The method can use only one sieve at a time, and analysis is always started with the smallest size mesh in the range. The sample powder is spread uniformly over the mesh on the sieve, which is placed in a vacuum chamber and covered with a lid. The portion of the chamber below the mesh is connected to an industrial vacuum cleaner. Just below the mesh is a rotating slotted fresh air distribution nozzle. With the vacuum chamber closed and vacuum cleaner switched on, undersized material on the screen is sucked downward, through the mesh and into the vacuum cleaner.
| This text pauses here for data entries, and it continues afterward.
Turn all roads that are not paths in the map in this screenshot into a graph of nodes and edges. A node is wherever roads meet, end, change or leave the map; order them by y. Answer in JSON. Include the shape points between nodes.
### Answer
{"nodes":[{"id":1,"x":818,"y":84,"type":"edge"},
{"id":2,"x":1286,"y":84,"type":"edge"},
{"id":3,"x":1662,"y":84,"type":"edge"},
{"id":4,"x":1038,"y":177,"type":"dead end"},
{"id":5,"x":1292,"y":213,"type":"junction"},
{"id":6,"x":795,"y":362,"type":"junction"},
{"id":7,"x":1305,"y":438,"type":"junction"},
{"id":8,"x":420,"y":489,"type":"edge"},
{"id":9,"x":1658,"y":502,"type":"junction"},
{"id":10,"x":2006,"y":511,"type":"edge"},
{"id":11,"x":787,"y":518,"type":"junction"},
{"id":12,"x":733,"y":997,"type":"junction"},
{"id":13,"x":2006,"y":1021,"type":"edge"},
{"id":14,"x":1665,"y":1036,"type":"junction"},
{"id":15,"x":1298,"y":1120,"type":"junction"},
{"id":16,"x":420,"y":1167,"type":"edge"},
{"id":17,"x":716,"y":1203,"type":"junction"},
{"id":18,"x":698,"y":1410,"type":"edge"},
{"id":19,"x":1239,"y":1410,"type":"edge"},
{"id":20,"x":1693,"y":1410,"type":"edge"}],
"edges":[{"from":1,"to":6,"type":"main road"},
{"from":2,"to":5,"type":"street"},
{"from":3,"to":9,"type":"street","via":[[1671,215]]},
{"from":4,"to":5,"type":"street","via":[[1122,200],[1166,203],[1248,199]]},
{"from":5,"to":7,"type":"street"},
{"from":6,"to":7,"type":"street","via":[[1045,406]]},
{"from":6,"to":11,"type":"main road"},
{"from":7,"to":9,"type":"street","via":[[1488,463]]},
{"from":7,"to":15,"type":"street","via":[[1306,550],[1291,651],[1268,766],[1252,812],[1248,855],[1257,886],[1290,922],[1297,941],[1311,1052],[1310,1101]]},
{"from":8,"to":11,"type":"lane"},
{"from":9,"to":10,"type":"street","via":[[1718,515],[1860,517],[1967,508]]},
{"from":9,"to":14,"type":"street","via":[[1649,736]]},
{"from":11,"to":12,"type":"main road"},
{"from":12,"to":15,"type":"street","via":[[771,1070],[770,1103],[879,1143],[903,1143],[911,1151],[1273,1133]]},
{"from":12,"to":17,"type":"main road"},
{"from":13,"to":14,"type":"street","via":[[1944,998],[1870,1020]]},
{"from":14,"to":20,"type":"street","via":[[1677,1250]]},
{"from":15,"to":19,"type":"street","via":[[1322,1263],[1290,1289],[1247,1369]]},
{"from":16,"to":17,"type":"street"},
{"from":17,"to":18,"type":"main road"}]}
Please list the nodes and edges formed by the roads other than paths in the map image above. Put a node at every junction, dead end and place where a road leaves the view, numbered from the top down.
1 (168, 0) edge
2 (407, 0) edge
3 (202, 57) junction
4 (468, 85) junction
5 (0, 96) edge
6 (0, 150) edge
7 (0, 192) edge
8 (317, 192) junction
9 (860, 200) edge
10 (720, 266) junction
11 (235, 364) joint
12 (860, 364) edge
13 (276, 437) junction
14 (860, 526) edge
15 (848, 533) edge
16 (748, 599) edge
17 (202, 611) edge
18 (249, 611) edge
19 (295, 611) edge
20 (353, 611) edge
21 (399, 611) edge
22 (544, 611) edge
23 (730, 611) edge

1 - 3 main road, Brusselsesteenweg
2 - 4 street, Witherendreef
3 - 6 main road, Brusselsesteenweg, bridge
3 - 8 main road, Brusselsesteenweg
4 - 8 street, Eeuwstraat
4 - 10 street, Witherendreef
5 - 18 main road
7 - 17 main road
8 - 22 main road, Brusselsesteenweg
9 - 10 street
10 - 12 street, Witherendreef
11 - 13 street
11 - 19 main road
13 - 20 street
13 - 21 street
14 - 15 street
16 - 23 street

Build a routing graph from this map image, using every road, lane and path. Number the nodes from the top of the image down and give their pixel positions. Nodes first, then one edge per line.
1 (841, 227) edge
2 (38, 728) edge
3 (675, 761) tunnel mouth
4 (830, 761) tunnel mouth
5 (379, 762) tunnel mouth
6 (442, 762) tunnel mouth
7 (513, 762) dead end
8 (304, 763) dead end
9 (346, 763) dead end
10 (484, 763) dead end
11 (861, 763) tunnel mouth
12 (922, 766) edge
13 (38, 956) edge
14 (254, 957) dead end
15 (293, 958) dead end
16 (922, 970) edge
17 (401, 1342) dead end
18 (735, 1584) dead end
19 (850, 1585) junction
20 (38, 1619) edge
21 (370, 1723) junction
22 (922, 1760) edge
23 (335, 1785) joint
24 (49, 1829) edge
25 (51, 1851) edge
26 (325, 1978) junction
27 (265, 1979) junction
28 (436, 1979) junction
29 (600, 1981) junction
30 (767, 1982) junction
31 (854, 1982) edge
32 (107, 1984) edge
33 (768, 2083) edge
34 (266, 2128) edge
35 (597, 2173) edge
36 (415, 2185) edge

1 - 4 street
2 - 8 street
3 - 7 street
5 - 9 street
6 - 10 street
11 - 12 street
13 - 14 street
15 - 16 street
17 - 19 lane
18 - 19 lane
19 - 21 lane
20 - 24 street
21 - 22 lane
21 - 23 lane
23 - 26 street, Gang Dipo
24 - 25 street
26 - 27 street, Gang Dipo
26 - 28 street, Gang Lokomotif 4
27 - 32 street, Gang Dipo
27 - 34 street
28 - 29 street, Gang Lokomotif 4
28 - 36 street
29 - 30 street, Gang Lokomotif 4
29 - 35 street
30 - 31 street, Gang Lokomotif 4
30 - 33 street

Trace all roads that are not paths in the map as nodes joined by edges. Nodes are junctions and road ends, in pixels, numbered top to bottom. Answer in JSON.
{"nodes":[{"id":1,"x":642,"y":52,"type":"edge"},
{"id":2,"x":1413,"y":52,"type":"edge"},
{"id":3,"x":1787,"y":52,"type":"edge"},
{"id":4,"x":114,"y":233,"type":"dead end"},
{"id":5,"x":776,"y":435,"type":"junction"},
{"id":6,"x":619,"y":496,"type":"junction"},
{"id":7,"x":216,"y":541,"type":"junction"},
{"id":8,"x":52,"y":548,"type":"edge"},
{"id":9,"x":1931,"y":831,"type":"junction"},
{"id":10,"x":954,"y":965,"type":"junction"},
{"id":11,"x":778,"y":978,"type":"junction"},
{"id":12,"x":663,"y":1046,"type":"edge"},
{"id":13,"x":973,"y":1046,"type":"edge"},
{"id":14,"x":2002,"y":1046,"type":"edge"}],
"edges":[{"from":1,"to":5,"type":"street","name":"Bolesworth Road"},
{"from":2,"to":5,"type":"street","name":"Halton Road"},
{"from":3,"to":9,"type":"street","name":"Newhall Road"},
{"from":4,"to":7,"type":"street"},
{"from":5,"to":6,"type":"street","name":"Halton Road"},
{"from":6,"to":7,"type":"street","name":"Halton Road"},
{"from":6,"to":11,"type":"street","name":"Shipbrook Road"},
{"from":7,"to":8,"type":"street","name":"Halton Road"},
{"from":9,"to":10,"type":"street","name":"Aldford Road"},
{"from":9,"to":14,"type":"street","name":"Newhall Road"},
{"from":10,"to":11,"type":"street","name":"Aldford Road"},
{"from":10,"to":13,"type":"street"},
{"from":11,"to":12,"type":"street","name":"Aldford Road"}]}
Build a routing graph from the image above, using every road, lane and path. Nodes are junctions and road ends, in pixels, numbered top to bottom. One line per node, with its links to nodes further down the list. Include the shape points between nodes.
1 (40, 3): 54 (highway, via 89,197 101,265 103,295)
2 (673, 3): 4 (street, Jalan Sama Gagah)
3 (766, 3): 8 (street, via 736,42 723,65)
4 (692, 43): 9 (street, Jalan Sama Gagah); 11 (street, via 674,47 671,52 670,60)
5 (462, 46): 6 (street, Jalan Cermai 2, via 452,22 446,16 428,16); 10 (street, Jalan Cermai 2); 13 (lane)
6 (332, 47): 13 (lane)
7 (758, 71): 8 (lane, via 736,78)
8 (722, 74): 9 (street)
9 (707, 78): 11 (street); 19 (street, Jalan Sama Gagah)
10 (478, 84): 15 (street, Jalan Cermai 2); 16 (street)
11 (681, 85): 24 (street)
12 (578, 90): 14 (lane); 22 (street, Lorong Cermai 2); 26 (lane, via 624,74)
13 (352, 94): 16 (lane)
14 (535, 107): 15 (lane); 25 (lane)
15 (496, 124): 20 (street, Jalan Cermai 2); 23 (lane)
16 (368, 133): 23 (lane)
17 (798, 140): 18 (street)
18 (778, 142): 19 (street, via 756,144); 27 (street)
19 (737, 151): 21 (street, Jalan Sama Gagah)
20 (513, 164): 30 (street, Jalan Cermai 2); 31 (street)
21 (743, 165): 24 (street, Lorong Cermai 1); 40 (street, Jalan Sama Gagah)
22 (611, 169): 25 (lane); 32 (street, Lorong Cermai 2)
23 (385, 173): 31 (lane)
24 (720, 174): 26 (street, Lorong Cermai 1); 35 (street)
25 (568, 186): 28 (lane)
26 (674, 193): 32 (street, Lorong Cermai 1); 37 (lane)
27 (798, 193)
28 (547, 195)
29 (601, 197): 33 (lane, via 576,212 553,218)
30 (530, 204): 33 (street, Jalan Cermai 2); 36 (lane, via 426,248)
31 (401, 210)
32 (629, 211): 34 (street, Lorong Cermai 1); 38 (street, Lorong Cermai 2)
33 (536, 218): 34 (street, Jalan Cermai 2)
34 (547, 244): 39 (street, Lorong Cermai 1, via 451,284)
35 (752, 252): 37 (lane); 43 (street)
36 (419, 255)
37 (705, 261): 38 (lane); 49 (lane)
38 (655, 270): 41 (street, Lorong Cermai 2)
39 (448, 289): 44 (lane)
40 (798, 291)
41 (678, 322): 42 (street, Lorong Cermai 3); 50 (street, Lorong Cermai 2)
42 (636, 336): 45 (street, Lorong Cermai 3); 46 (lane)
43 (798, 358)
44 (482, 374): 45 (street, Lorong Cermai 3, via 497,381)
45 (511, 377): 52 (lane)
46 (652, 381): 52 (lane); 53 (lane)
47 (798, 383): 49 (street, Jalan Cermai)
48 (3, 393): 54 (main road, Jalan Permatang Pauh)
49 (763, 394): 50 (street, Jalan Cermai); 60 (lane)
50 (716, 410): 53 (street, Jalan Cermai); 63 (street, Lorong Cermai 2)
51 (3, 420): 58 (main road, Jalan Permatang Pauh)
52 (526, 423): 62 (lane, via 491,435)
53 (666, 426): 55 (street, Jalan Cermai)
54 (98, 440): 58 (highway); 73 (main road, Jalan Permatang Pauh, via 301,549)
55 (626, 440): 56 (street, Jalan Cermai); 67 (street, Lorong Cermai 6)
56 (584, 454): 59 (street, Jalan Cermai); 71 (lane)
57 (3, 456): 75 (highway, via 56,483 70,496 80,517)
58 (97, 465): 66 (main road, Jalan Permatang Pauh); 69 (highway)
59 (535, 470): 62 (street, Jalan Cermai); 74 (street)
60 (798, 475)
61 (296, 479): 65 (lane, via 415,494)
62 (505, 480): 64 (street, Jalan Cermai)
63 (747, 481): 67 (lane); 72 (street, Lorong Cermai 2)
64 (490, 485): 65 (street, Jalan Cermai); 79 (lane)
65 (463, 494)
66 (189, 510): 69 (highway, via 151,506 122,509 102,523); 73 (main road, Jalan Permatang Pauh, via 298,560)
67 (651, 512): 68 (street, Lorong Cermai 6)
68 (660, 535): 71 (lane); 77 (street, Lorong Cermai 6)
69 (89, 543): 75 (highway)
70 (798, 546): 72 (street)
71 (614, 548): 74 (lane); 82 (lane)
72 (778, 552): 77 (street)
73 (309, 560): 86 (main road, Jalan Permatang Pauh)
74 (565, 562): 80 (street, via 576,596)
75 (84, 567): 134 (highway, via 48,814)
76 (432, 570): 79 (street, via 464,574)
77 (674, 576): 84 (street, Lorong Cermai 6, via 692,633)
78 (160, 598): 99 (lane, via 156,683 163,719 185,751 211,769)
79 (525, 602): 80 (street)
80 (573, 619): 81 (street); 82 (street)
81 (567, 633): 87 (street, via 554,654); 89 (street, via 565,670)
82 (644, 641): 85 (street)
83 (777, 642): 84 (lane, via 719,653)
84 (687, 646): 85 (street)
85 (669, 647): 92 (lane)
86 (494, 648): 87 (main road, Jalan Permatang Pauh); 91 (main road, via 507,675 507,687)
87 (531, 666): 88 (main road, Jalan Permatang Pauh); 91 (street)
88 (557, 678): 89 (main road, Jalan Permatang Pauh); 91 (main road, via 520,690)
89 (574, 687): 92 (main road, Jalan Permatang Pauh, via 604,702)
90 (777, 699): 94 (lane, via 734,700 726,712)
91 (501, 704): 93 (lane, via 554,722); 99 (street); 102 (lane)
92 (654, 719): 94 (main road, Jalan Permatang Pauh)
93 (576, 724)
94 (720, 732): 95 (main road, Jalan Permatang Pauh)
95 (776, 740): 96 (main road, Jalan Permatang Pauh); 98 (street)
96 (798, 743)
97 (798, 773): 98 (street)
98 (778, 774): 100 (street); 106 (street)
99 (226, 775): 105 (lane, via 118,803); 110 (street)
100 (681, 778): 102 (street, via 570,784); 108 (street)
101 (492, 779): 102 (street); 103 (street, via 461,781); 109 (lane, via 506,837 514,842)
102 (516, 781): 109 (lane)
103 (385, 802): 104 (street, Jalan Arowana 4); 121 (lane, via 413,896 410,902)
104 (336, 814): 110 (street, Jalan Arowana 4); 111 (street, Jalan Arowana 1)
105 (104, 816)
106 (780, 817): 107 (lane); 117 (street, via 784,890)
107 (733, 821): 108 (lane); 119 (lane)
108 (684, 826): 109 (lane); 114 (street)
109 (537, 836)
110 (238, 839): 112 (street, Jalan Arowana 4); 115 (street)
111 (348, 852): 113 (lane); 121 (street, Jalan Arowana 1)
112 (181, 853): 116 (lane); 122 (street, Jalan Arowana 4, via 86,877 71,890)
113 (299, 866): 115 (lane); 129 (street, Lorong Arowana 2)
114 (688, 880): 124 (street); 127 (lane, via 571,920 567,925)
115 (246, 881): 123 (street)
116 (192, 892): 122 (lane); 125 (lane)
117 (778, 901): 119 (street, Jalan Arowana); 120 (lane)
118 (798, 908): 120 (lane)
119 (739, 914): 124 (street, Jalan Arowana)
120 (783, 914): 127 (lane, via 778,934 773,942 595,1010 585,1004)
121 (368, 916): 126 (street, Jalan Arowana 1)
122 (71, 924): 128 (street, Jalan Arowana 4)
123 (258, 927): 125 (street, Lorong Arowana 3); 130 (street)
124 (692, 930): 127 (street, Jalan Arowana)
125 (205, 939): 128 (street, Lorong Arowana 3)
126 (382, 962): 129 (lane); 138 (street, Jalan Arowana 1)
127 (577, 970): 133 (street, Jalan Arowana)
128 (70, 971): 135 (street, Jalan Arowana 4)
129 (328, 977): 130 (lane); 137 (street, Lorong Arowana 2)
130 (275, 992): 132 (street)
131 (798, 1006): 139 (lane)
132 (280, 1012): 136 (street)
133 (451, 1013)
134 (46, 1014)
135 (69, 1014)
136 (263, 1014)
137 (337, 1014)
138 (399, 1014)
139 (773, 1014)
At the same time, fresh air jets-in through the rotating slotted nozzle, fluidizes powder on the mesh and redistributes it evenly, preventing agglomeration and mesh blockage. Thus, complete recovery of undersized fines is ensured. The change in weight of the sieve due to loss of undersized material is recorded. Oversized material retained on the first sieve is now completely transferred to a fresh sieve, to filter the next (larger) particle size. The Air-Jet sieve procedure is repeated until the sample has been completely classified by the full range of sieves.
A variation of the above method is the Swiss method in which multiple samples are used, one for each sieve in the stack. Each sample quantity should be representative and identical. Typical standard sieve diameters are of 200 and 203 millimeters and batch sizes range from 10 grams to 100 grams. The particle size distribution that can typically be covered, ranges from 20 microns to 5000 microns. Parameters such as vacuum level and speed of rotating nozzle can be adjusted and if needed a cyclone can be introduced between the Air-Jet sieve and the vacuum cleaner, to collect material passing through the sieves.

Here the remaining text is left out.